──────── DATA FOR THE TASK
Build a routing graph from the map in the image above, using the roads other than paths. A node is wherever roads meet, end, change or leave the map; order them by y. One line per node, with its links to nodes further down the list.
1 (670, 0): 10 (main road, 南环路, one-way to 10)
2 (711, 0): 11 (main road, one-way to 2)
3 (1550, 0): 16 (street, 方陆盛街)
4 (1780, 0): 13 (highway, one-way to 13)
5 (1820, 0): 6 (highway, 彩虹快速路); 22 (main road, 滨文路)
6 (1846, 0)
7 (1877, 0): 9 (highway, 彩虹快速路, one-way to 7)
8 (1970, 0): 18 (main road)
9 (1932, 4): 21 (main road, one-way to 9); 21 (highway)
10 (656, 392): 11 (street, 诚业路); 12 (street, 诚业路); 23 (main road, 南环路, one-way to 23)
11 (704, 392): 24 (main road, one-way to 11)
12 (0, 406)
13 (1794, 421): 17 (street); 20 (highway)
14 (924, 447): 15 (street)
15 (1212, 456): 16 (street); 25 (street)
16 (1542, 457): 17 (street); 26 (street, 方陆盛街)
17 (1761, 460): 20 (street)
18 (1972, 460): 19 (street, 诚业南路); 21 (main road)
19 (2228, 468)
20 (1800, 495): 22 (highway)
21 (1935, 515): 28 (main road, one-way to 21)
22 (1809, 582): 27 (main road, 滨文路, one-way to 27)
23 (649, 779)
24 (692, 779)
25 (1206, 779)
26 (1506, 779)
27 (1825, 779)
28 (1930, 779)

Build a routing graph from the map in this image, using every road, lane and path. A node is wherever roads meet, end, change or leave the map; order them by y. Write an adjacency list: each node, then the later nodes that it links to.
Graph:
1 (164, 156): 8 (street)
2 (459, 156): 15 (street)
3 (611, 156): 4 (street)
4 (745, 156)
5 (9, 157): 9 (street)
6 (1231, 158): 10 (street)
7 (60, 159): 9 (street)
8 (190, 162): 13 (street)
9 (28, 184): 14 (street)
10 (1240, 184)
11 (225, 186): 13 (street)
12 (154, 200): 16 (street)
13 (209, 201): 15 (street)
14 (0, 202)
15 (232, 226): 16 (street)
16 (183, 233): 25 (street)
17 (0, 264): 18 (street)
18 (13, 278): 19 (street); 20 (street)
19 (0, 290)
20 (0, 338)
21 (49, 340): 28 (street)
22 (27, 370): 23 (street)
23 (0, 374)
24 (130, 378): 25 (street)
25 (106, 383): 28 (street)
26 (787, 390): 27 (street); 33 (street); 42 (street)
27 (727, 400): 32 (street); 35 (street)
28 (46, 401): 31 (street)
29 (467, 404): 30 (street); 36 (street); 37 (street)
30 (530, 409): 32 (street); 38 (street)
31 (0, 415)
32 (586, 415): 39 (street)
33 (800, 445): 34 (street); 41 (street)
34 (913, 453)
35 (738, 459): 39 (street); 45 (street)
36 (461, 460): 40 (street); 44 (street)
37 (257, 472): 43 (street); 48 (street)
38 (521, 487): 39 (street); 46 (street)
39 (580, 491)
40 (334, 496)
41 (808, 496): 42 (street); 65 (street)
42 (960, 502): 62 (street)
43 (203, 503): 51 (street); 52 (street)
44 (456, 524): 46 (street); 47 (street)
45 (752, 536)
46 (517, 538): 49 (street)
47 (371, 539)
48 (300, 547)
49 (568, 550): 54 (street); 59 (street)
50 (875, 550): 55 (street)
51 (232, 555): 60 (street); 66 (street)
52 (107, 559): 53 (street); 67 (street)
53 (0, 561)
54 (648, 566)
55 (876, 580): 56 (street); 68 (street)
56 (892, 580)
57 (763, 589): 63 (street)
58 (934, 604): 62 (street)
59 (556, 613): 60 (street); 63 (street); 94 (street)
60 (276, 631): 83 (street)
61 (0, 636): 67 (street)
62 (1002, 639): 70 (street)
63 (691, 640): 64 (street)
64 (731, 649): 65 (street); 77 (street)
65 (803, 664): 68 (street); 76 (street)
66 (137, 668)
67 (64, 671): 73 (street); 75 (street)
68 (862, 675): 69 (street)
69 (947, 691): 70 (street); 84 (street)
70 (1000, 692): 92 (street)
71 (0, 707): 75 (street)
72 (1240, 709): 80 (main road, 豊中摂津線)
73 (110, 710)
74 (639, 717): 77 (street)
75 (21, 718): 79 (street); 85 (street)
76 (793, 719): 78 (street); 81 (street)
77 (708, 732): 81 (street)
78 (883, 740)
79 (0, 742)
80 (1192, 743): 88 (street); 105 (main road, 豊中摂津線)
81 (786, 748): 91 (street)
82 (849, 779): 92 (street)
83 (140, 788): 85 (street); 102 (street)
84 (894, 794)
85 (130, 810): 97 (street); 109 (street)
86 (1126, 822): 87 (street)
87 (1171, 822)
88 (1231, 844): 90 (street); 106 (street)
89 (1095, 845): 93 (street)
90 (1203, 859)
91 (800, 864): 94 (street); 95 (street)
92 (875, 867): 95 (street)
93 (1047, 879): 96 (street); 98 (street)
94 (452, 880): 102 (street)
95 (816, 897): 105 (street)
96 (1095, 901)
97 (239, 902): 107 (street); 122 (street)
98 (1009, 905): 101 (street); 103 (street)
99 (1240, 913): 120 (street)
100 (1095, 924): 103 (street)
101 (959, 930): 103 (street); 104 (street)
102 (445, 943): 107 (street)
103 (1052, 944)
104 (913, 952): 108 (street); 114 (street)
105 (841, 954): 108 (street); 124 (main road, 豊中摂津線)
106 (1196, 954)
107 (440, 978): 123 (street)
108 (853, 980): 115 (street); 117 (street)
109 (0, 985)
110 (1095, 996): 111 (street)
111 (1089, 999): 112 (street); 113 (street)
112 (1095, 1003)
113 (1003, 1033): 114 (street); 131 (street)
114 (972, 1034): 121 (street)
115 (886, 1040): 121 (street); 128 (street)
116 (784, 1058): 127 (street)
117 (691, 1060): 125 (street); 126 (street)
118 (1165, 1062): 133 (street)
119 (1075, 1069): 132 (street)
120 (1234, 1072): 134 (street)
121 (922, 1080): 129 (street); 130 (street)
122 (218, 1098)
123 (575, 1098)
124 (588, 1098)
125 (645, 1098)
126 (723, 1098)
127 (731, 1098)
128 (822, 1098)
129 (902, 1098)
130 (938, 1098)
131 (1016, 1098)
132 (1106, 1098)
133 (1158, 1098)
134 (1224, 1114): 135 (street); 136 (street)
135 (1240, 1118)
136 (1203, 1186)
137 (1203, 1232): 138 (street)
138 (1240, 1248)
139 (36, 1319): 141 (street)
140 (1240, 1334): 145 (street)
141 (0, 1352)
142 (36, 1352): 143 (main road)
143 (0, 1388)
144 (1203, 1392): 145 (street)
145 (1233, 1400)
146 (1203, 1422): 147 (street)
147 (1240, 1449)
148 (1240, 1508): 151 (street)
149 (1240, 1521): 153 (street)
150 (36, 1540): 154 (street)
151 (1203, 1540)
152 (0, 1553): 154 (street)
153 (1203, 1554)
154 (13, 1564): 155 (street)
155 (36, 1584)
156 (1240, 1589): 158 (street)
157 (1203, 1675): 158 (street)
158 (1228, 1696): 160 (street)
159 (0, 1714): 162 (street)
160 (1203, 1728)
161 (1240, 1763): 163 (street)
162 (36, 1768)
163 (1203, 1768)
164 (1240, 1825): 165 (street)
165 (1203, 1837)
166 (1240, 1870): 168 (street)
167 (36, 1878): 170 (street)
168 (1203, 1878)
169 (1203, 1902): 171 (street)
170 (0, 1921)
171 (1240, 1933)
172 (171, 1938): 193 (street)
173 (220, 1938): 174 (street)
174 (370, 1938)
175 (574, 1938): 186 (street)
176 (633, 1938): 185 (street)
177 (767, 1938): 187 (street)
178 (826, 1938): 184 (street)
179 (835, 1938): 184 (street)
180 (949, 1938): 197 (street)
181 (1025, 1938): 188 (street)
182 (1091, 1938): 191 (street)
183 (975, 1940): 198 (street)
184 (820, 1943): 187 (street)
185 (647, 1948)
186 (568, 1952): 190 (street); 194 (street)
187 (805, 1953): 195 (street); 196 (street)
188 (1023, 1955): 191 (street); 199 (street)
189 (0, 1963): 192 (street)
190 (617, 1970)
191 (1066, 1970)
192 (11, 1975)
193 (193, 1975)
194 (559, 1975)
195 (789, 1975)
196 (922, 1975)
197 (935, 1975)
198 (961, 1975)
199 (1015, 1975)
────────────────
◆ **PROBLEM REQUIREMENTS**
Reproduce only this range: the first line of the data above through the line with "Build a routing graph from the map in this", both included, exactly as written.

◆ **EXERCISE OUTPUT**
Build a routing graph from the map in the image above, using the roads other than paths. A node is wherever roads meet, end, change or leave the map; order them by y. One line per node, with its links to nodes further down the list.
1 (670, 0): 10 (main road, 南环路, one-way to 10)
2 (711, 0): 11 (main road, one-way to 2)
3 (1550, 0): 16 (street, 方陆盛街)
4 (1780, 0): 13 (highway, one-way to 13)
5 (1820, 0): 6 (highway, 彩虹快速路); 22 (main road, 滨文路)
6 (1846, 0)
7 (1877, 0): 9 (highway, 彩虹快速路, one-way to 7)
8 (1970, 0): 18 (main road)
9 (1932, 4): 21 (main road, one-way to 9); 21 (highway)
10 (656, 392): 11 (street, 诚业路); 12 (street, 诚业路); 23 (main road, 南环路, one-way to 23)
11 (704, 392): 24 (main road, one-way to 11)
12 (0, 406)
13 (1794, 421): 17 (street); 20 (highway)
14 (924, 447): 15 (street)
15 (1212, 456): 16 (street); 25 (street)
16 (1542, 457): 17 (street); 26 (street, 方陆盛街)
17 (1761, 460): 20 (street)
18 (1972, 460): 19 (street, 诚业南路); 21 (main road)
19 (2228, 468)
20 (1800, 495): 22 (highway)
21 (1935, 515): 28 (main road, one-way to 21)
22 (1809, 582): 27 (main road, 滨文路, one-way to 27)
23 (649, 779)
24 (692, 779)
25 (1206, 779)
26 (1506, 779)
27 (1825, 779)
28 (1930, 779)

Build a routing graph from the map in this image, using every road, lane and path. A node is wherever roads meet, end, change or leave the map; order them by y. Write an adjacency list: each node, then the later nodes that it links to.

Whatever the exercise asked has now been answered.